One of the arguments against greater school accountability and performance-driven school reform is that the introduction of more tests to measure student performance will lead to more teachers “teaching to the test.”
I’ve been thinking about this a lot lately as our district’s first periodic assessment is coming up this week, and us teachers were given a copy of the exam so that we can prepare our students for it. I’m a bit nervous about my students taking the exam as we are behind where most other students should be in an Algebra class or a Geometry class. After all, we lost almost a month of instructional time at the beginning of this school year due to constantly shifting enrollments.
Do I prepare my students for the test or not, and if I do, how will I prepare them? It’s not just a matter of wanting my class or my school to have higher scores–if students see their low scores they will lose some of the precious confidence in their math skills we’ve been building so far, and confidence (specifically, belief about self-efficacy) matters a lot.
So I’ve been wondering: what exactly is “teaching to the test” and what is it about “teaching to the test” that carries negative connotations? Standardized tests often ask students to think about mathematics or to decode mathematics presented in peculiar ways. If the content of these questions is something far removed from a teachers’ usual curriculum and the teacher is compelled to help students acquire that content, is that bad? What if that content is potentially helpful or useful for students’ mathematical development?
Consider one of the test questions on this week’s periodic assessment: (I’ve modified it slightly for this blog.)
Which is greater, 5x+1-(1-2x) or 6+2x-1-(2x-4)?
A. 5x+1-(1-2x)
B. 6+2x-1-(2x-4)
C. Not enough information
D. They are equal
This question requires students to be able to combine like terms, to be proficient with positive and negative numbers, and to reason about which of the two expressions is greater. We’re still working on combining like terms and adding and subtracting positive and negative numbers in class so would that be considered “teaching to the test”? (Doesn’t seem like it.)

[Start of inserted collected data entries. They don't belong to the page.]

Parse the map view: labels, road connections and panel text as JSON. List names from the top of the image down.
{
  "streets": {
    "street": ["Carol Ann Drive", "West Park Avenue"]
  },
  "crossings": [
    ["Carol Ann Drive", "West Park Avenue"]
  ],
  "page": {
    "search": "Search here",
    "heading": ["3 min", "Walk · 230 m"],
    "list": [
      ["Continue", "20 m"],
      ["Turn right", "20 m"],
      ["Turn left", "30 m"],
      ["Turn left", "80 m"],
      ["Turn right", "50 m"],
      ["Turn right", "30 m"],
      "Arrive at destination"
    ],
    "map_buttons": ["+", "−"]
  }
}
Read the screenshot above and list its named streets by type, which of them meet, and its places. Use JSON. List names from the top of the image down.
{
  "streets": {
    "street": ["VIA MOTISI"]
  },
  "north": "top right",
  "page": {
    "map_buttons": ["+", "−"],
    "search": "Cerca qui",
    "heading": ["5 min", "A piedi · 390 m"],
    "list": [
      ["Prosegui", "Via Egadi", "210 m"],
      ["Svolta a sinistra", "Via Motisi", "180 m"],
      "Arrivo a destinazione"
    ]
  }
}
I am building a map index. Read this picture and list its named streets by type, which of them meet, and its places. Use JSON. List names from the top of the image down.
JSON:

To help my students answer this question successfully, I would probably have to start them off with questions such as
Which is greater, 7x or 9?
A. 7x
B. 9
C. Not enough information
D. They are equal
If I pose questions like this, am I “teaching to the test”? Seems to me a moot question. If I find the content compelling for students’ mathematical development, then I will help them learn it. If not, I’ll let students struggle with the question and let the test question do its intended job: give me information about my students’ understanding and skills.

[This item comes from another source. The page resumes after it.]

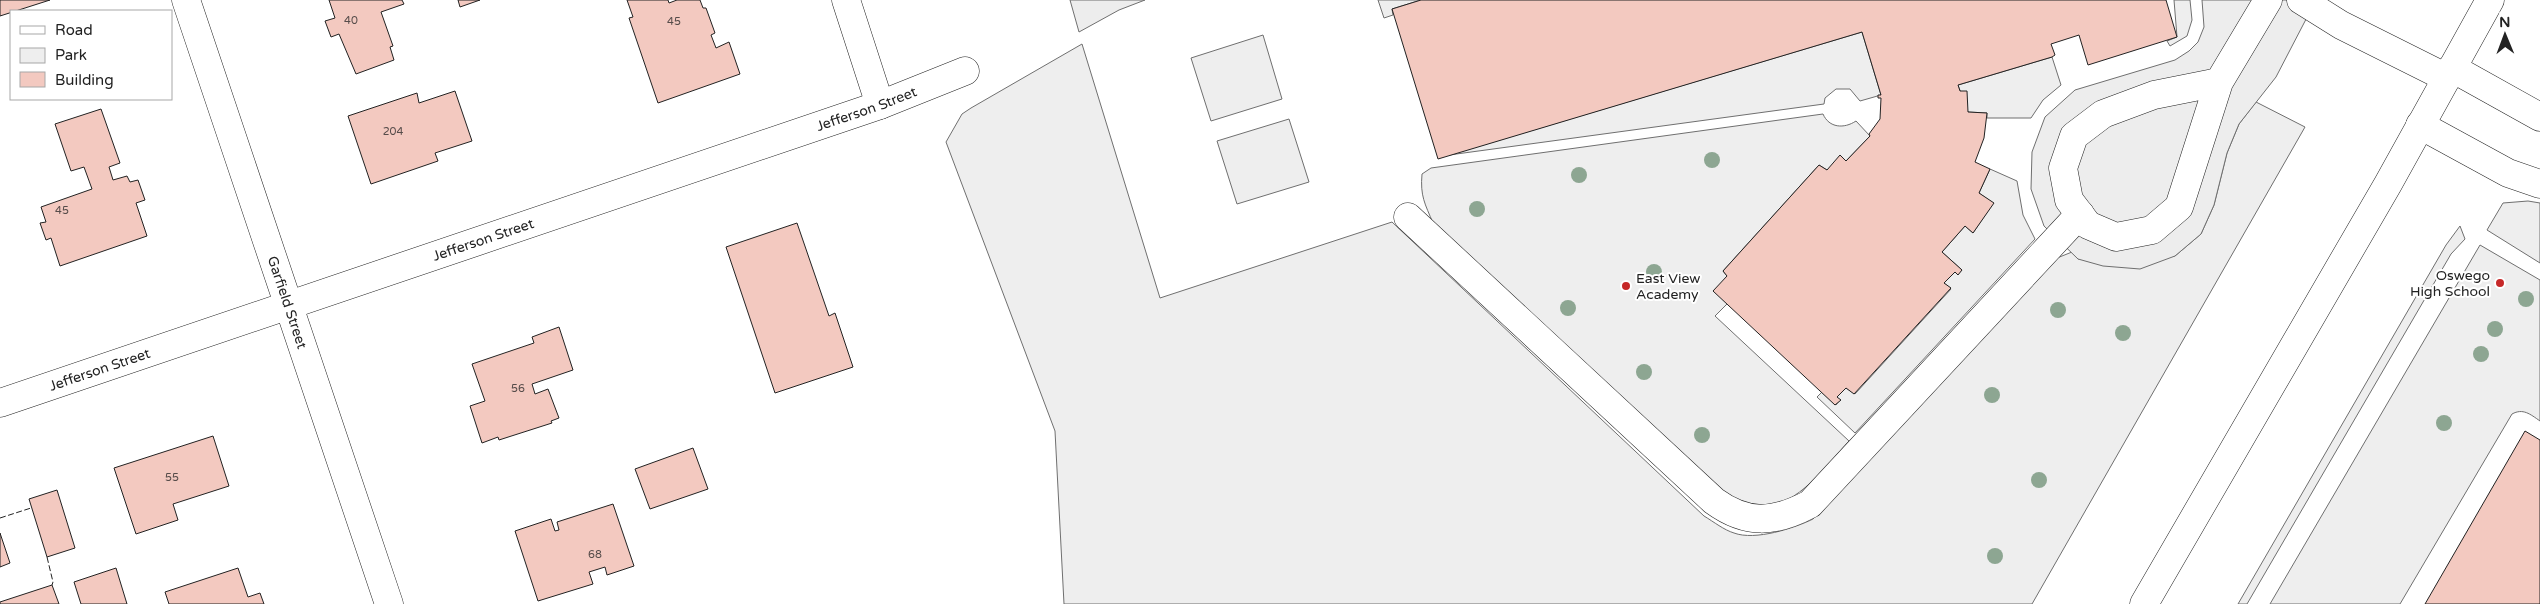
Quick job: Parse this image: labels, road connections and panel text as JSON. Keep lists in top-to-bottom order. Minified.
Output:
{"streets":{"street":["Jefferson Street","Garfield Street"]},"crossings":[["Jefferson Street","Garfield Street"]],"places":["Oswego High School","East View Academy"],"house_numbers":["40","45","204","45","56","55","68"],"legend":["Road","Park","Building"],"north":"top"}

I think what I’m trying to say through this post is that “teaching to the test” is a catch phrase that galvanizes people in educational debates, not unlike the phrase “public option” in present U.S. debates about health care reform. It seems to me that the kind of teaching that tests encourage is mostly determined by the content of the those tests. Test writers have a great deal of power as they can shape what is taught in classrooms. A bad test could potentially fill math classrooms everywhere with useless, unimaginative content. A test could even be used to circumvent state and district standards for mathematics as it can establish a de facto curriculum. And let’s not forget that developing a good test can be expensive.
Closing side note: What I find fascinating is how teaching happens on so many scales at once. The public and academics mostly talk about teaching at macroscopic scales (districts, curricula, schools, classes) but when you think about what actually happens every day in every classroom, it’s what the teacher does and says and how students process it that really matters. How will Teacher X’s beliefs about what mathematical topics are important affect the way she or he prepares students for a standardized test? How does Teacher Y’s beliefs about the way students acquire knowledge affect the way she or he implements a curriculum? Will Teacher Z maintain the high level of cognitive demand in a rich curriculum like CPM? And who is watching/can watch what happens in every class every day?

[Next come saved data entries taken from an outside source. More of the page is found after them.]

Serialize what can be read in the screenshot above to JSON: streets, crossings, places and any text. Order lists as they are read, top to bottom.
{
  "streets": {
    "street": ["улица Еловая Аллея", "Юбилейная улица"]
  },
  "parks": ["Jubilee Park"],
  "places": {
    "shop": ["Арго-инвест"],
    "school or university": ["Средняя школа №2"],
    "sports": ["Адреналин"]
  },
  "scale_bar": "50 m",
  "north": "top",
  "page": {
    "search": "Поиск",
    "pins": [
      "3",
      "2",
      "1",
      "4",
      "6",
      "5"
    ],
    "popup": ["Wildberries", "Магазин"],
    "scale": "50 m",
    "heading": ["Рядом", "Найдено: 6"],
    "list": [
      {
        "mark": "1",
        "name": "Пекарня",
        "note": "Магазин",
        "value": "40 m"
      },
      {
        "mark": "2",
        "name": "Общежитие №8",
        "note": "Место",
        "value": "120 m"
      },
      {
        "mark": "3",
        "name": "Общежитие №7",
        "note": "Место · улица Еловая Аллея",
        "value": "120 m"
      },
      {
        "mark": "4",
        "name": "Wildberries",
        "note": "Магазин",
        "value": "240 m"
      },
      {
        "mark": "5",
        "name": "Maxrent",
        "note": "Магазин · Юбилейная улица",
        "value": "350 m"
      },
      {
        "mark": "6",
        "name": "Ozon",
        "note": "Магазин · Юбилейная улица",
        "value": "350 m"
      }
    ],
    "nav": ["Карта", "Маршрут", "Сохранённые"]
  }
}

UPDATE: A friend astutely reminded me that in the “backward” teaching design process, we (1) think about what it is we want students to learn, then (2) determine acceptable evidence for students achieving those goals, then (3) plan learning activities and experiences. (I believe strongly in this design method and try to follow it when I can.) This design process necessarily involves preparing students in step (3) to do well on the assessments determined in step (2) so if that is considered “teaching to the test” I would be guilty as charged.
There was one year in elementary school when the most common thing my teacher said was “And you had better remember this because it is going to be on the TAS test.” (TAS being the Texas equivalent of the STAR test given in CA). I have no idea what we did that year, but I know it must have been on that test.
We spent I don’t know how much time in HS English classes learning /how to take multiple choice tests/. Not learning the material that was going to be on the tests, but strategies for taking the things. I was pulled out of classes in HS (despite my protestations against it) and sent to what amounted to PSAT/SAT preparation seminars where we talked about test taking strategies. Not about the material that we would be expected to know, but about how to take the test.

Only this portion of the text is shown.